While the jury may be out on whether there could be a private housing shortage, there was cheer all round for the property market from URA’s figures released yesterday. Its private home price index rose 1.8 per cent in Q2 from Q1, higher than the 1.5 per cent gain reported in Q1.
The latest Q2 increase is also the best quarterly showing by the index in slightly over six years.
The private residential rental index posted a 2.1 per cent quarter-on-quarter gain in Q2, surpassing its 1.1 per cent rise in Q1. The office rental index rose 6.6 per cent.
And prices and rentals for shops and industrial spaces also continued to appreciate in Q2.
Developers sold in 2,527 private homes during the quarter, up 36 per cent from Q1 and taking first-half primary market sales to 4,385, slightly higher than 4,030 units in the same period last year. The top-selling projects in Q2 were One Amber (182 units), Southbank (178), The Beacon at Cantonment Road (115), The Quartz in Buangkok (100) and One Jervois (95).
The number of private homes that changed hands in the secondary market rose 33.6 per cent from Q1 to 3,118 units in Q2 - the best quarterly figure since Q2 1999.
Market watchers attribute the surge to the wave of collective sales - which are reflected as secondary market transactions - and a dearth of new launches in the mass-market segment, which could have driven potential buyers to the secondary market.

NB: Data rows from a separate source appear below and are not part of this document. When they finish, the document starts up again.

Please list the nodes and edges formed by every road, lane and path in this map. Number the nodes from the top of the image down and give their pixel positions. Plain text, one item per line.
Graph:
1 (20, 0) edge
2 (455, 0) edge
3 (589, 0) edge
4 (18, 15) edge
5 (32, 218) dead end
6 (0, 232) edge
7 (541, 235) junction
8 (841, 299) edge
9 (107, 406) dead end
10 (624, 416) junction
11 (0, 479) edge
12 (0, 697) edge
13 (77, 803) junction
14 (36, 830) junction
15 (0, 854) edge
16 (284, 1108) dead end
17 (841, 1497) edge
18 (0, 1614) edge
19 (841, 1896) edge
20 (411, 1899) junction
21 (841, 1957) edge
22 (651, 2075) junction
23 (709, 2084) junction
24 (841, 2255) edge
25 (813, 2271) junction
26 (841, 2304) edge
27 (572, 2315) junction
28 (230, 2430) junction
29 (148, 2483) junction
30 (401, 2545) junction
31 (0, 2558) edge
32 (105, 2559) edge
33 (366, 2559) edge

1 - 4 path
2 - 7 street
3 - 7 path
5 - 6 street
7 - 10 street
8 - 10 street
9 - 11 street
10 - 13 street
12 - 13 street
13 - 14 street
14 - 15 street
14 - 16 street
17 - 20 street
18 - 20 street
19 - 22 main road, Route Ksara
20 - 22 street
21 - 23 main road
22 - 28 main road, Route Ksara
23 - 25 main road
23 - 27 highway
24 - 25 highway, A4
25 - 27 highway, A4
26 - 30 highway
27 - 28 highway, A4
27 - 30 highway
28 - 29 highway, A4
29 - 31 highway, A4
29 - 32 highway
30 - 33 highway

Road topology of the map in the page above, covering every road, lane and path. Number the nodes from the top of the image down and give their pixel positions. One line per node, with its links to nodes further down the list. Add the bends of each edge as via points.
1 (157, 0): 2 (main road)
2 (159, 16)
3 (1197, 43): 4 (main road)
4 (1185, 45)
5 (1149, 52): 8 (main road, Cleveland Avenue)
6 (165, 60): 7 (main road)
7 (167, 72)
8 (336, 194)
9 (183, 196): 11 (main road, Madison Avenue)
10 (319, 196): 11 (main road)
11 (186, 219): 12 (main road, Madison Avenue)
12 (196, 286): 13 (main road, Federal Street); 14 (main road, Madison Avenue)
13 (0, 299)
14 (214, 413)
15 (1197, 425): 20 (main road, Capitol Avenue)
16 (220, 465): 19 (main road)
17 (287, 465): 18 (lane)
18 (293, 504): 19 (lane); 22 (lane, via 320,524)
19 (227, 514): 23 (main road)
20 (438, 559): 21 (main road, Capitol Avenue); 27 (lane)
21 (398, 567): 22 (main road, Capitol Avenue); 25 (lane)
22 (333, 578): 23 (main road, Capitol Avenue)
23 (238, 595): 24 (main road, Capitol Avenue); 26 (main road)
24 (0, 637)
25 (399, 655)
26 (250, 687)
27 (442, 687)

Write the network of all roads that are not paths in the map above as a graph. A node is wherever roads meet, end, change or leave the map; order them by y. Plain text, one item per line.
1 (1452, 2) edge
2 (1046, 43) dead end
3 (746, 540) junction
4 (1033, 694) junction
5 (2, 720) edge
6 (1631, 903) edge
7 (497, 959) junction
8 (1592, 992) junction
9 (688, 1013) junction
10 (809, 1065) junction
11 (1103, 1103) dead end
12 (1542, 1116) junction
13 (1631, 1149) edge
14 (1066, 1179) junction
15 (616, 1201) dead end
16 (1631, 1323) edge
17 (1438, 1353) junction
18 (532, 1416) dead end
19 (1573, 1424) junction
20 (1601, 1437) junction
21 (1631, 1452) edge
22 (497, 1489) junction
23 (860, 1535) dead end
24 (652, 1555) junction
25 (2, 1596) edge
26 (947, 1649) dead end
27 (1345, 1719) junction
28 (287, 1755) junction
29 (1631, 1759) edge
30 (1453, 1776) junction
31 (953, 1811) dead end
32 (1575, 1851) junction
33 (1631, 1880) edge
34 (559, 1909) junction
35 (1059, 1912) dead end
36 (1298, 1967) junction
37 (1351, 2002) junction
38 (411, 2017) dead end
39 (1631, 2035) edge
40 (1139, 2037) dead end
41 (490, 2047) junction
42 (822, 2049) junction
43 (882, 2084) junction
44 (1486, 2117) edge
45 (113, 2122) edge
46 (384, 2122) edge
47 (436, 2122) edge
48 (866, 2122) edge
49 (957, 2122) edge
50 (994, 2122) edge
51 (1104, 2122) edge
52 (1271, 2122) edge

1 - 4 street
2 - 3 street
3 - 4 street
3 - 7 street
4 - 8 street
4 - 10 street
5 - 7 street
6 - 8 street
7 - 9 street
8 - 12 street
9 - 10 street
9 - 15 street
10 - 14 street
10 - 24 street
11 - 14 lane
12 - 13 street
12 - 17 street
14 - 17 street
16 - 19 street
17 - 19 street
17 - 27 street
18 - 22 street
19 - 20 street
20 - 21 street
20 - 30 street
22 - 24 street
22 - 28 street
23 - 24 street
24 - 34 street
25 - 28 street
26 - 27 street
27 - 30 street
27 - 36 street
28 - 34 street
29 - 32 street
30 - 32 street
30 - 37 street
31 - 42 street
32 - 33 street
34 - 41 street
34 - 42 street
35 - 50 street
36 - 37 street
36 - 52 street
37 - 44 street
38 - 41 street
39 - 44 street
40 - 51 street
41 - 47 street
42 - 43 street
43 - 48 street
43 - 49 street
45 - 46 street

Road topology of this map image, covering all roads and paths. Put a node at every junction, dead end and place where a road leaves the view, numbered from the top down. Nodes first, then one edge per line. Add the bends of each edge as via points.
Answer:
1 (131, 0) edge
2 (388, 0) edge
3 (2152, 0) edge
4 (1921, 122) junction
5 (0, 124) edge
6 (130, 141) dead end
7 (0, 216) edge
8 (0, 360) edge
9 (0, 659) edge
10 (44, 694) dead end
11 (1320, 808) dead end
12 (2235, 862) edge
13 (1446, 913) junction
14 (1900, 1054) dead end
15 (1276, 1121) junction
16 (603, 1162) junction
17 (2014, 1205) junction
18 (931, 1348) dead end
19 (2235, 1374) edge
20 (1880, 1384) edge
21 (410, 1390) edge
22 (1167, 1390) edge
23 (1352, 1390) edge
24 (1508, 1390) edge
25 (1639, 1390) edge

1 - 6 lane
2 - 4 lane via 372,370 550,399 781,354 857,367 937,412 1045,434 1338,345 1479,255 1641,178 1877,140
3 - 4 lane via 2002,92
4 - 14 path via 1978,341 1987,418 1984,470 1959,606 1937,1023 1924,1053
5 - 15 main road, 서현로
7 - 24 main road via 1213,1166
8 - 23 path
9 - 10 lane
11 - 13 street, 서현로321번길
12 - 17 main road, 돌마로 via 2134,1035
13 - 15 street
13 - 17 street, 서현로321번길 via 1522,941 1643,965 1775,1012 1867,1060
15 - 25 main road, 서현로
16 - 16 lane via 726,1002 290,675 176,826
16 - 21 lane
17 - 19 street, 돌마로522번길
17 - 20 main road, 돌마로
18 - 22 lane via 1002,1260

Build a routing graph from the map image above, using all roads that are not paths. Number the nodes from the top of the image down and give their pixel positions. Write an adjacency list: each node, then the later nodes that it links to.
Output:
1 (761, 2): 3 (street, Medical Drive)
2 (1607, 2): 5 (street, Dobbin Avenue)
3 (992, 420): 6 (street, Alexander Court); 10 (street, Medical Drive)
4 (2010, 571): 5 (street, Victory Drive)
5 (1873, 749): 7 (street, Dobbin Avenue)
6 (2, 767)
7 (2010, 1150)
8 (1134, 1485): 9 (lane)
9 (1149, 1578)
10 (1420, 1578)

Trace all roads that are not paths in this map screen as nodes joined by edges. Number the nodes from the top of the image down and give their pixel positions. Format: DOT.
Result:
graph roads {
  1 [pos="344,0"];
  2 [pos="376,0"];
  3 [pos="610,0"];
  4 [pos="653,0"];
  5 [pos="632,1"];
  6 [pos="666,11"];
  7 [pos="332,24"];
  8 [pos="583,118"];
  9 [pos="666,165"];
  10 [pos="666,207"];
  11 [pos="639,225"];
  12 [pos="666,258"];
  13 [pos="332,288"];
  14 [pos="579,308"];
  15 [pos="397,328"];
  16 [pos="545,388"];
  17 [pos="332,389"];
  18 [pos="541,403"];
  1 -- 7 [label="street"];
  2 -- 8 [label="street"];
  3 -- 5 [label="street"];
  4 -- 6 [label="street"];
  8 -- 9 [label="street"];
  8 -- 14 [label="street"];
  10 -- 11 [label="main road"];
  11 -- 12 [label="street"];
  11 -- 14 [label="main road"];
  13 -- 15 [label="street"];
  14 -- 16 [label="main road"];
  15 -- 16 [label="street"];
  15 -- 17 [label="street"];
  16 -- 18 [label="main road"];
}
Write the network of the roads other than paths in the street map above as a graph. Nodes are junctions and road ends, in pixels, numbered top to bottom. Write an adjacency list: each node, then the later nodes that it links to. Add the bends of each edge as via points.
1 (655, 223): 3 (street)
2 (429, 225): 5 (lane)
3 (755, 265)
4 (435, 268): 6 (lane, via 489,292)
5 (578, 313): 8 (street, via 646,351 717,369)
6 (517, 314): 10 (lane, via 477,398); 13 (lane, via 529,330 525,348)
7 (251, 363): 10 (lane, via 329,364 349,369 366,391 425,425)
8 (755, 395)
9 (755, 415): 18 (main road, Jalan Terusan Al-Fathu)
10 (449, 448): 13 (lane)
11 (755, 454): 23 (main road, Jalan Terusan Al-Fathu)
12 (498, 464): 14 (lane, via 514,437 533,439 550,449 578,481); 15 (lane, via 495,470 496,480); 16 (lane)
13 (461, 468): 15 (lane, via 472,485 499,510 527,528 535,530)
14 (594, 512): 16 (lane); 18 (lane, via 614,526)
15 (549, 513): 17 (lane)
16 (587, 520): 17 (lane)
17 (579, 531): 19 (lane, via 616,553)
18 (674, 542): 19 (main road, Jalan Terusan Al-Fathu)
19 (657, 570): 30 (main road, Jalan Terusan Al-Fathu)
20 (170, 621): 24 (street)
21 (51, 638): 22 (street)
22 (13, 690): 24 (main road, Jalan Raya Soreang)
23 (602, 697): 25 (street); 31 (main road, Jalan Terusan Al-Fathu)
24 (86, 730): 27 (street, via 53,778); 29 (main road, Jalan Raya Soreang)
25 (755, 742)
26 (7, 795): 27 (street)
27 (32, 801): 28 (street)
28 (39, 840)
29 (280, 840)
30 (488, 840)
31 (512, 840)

Yesterday’s URA data also showed that a slew of private residential projects received provisional permission in Q2.
They include: a 400-unit condo at the Business and Financial Centre site; 412 apartments at One North being developed by UOL Group, Kheng Leong Company and Low Keng Huat; 610 apartments at The Centris in Jurong West; and a 322-unit condo at Meyer Road by CapitaLand.
Also receiving provisional permission in Q2 were: Singapore Telecommunications for the development of 330 apartments at 71 Robinson Road; Frasers Centrepoint to develop a 240-unit condo at West Coast Road; and Brisbane Development to build 30 strata semi-detached homes at Old Holland Road.